Lane placed her arm around her housekeeper’s shoulders. For many years, she and Lillie Mae had shared a special relationship, closer than many mothers and daughters. For fifteen years they had been bound together by two secrets, one that had been revealed a few months ago when Lillie Mae’s only child, Sharon, had died.
“Maybe what she did was wrong, but I think she did it for the right reason.” Lane hugged Lillie Mae, then turned and headed toward the den.
Lane found her son standing by the row of windows overlooking Magnolia Avenue. She walked up to him, but didn’t touch him. Knowing him so well, she gave him enough time for his quick temper to cool.
The street outside lay in early evening shadows. A hot breeze shimmied through the trees that lined the enormous brick walkway outside their ante-bellum home. The home her ancestors had built before the Civil War. The home that had been part of her parents’ legacy.
“The only way to stay sane when the whole world’s gone crazy is by keeping things around you normal, by going on with life’s little mundane matters.” Lane glanced at her son, the child to whom she had devoted her lif
e. Not a boy any longer and yet not quite a man. Fourteen and fragile and vulnerable as only the very young and innocent can be. Her poor, sweet baby. Innocent no longer. Kent had taken that away from him, too, when he had heartlessly ripped Will’s heritage from him and unmercifully shattered his sense of identity.
“Whose child am I?” he had asked her as he lay in her arms and cried the day of Kent’s death.
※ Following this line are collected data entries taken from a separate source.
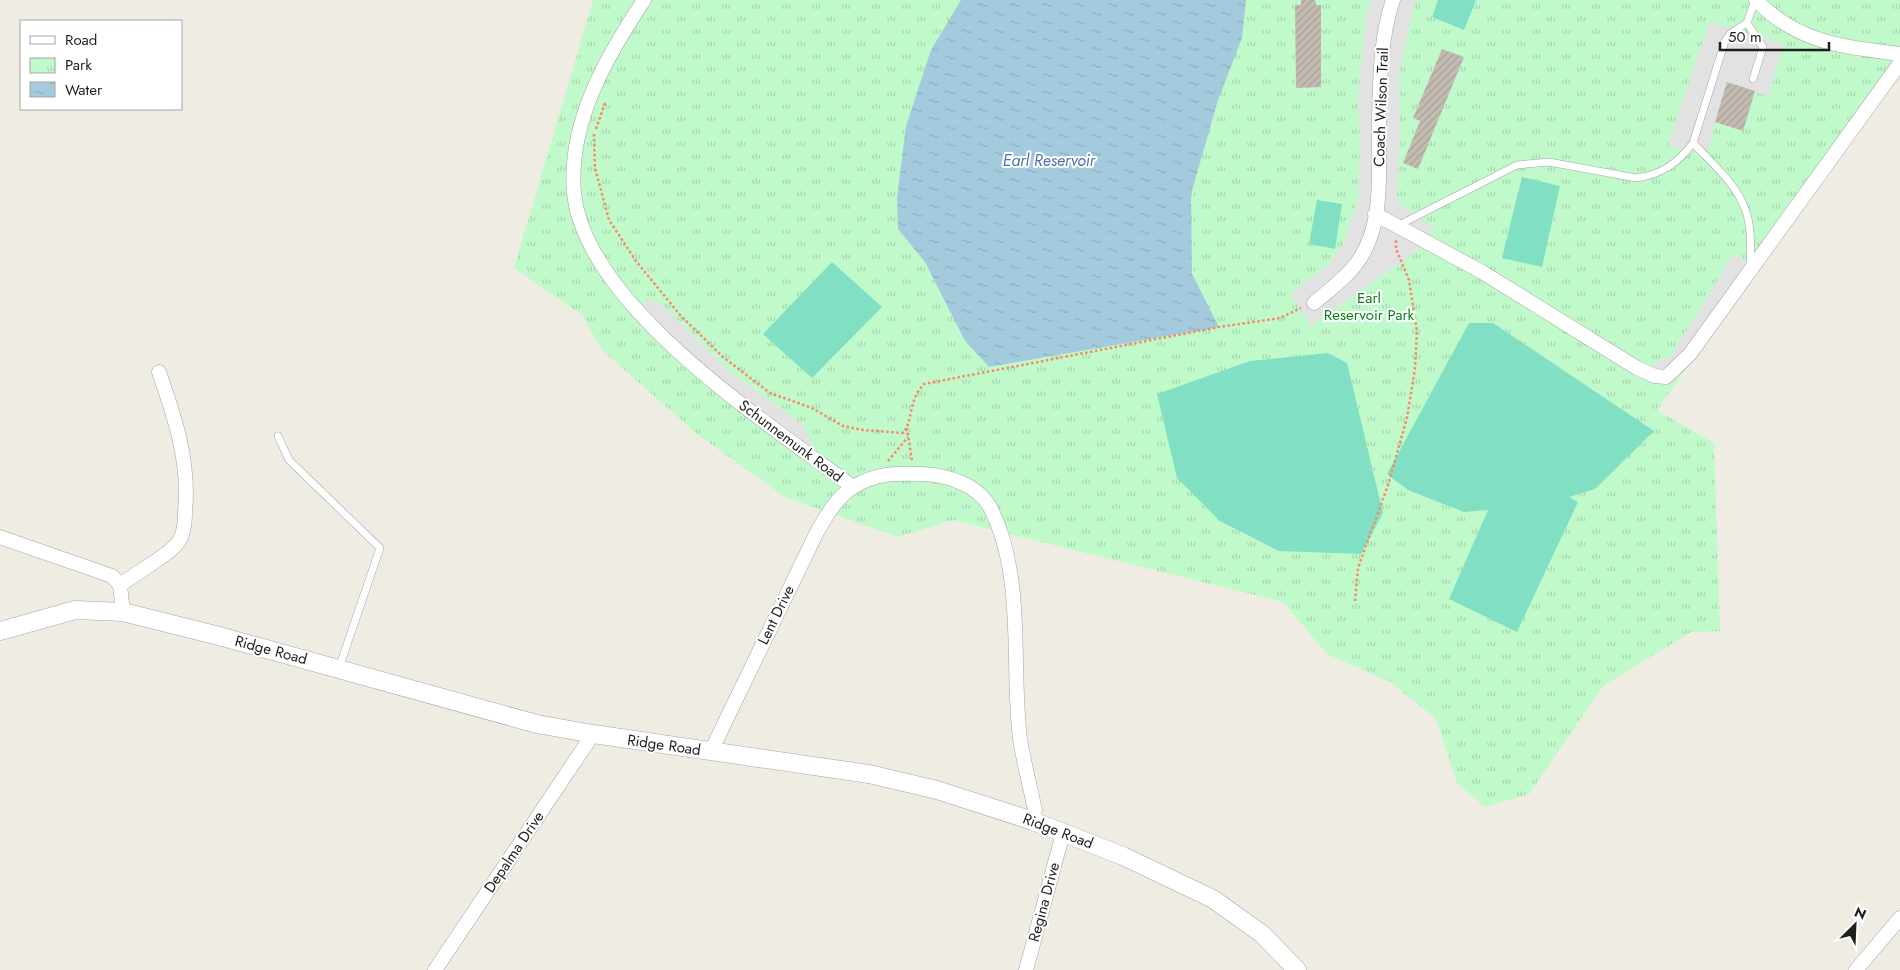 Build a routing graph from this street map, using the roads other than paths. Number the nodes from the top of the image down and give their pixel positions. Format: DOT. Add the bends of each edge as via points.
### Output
graph roads {
  1 [pos="644,0"];
  2 [pos="1392,0"];
  3 [pos="1756,0"];
  4 [pos="1747,23"];
  5 [pos="1900,54"];
  6 [pos="1900,64"];
  7 [pos="1753,78"];
  8 [pos="1693,143"];
  9 [pos="1375,214"];
  10 [pos="1397,226"];
  11 [pos="1750,269"];
  12 [pos="1314,303"];
  13 [pos="159,372"];
  14 [pos="278,436"];
  15 [pos="853,487"];
  16 [pos="0,537"];
  17 [pos="120,585"];
  18 [pos="123,612"];
  19 [pos="0,631"];
  20 [pos="339,669"];
  21 [pos="593,734"];
  22 [pos="711,752"];
  23 [pos="1033,821"];
  24 [pos="1063,833"];
  25 [pos="1900,918"];
  26 [pos="435,970"];
  27 [pos="1026,970"];
  28 [pos="1297,970"];
  29 [pos="1856,970"];
  1 -- 15 [label="street, Schunnemunk Road" via="617,40 583,118 574,170 574,193 579,220 591,248 624,297 712,382"];
  2 -- 9 [label="street, Coach Wilson Trail" via="1383,45"];
  3 -- 4 [label="lane"];
  3 -- 5 [label="street" via="1789,28 1814,39 1847,48"];
  4 -- 7 [label="lane" via="1763,47"];
  4 -- 8 [label="lane" via="1725,41"];
  6 -- 11 [label="street"];
  8 -- 10 [label="lane" via="1667,169 1636,178 1549,162 1517,165"];
  8 -- 11 [label="lane" via="1735,190 1744,205"];
  9 -- 10 [label="street"];
  9 -- 12 [label="street, Coach Wilson Trail" via="1368,243 1356,264"];
  10 -- 11 [label="street" via="1482,272 1636,368 1655,376 1671,374 1690,354"];
  13 -- 17 [label="street" via="178,428 184,458 188,488 184,527 177,544"];
  14 -- 20 [label="lane" via="289,460 380,548"];
  15 -- 22 [label="street, Lent Drive" via="827,514 817,532"];
  15 -- 23 [label="street, Schunnemunk Road" via="875,476 891,473 943,475 980,495 992,510 1006,552 1012,591 1020,739 1035,810"];
  16 -- 17 [label="street" via="112,576"];
  17 -- 18 [label="street"];
  18 -- 19 [label="street, Ridge Road" via="75,610"];
  18 -- 20 [label="street, Ridge Road"];
  20 -- 21 [label="street, Ridge Road" via="537,724"];
  21 -- 22 [label="street, Ridge Road"];
  21 -- 26 [label="street, Depalma Drive"];
  22 -- 23 [label="street, Ridge Road" via="869,774 937,790"];
  23 -- 24 [label="street, Ridge Road"];
  24 -- 27 [label="street, Regina Drive"];
  24 -- 28 [label="street, Ridge Road" via="1123,856 1213,899 1262,934"];
  25 -- 29 [label="street"];
}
“You’re mine,” she had said. “Mine.”
“Our lives won’t ever be normal again, will they?” Will’s voice caught with emotion. A voice already as deep and husky as his father’s had been.
When he laced his long fingers together and moved them back and forth, Lane watched her son’s nervous habit and remembered another young man who used to lock and unlock his fingers whenever he felt agitated or uncomfortable.
“You’re right. Our lives won’t ever be the same,” she said. “But someday we’ll put all of this behind us and—”
“Why won’t you let me tell them the truth about what happened that day?” Will faced his mother, his gaze colliding with hers.
“You don’t know what happened that day. The police understand that the shock of Kent’s death has caused your partial amnesia.”
“I know you didn’t kill Da—Kent. We both know you weren’t even here when I found his body.” Moisture glimmered on the surface of Will’s black eyes. “If you’d just let me tell Chief Lawler what I do remember.”
“No!” She reached out for him, took his big hand into her small one and gave it a reassuring squeeze. “We’ve been over this time and time again, Will. If you tell Chief Lawler what you remember, it will look as if you might have killed Kent. And we know that’s impossible, don’t we?”
“Do we, Mama? Do we really know it’s impossible? If I can’t remember anything that happened after I hit him, then how—”
“You hit Kent once,” she reminded Will. “Once. You do remember tossing the bat aside after you hit him that one time. And the autopsy plainly stated that Kent was hit repeatedly. Someone else picked up your baseball bat and killed him.” She grabbed Will’s shoulders and gave him a stern shake. “Do you hear me? You did not kill him!”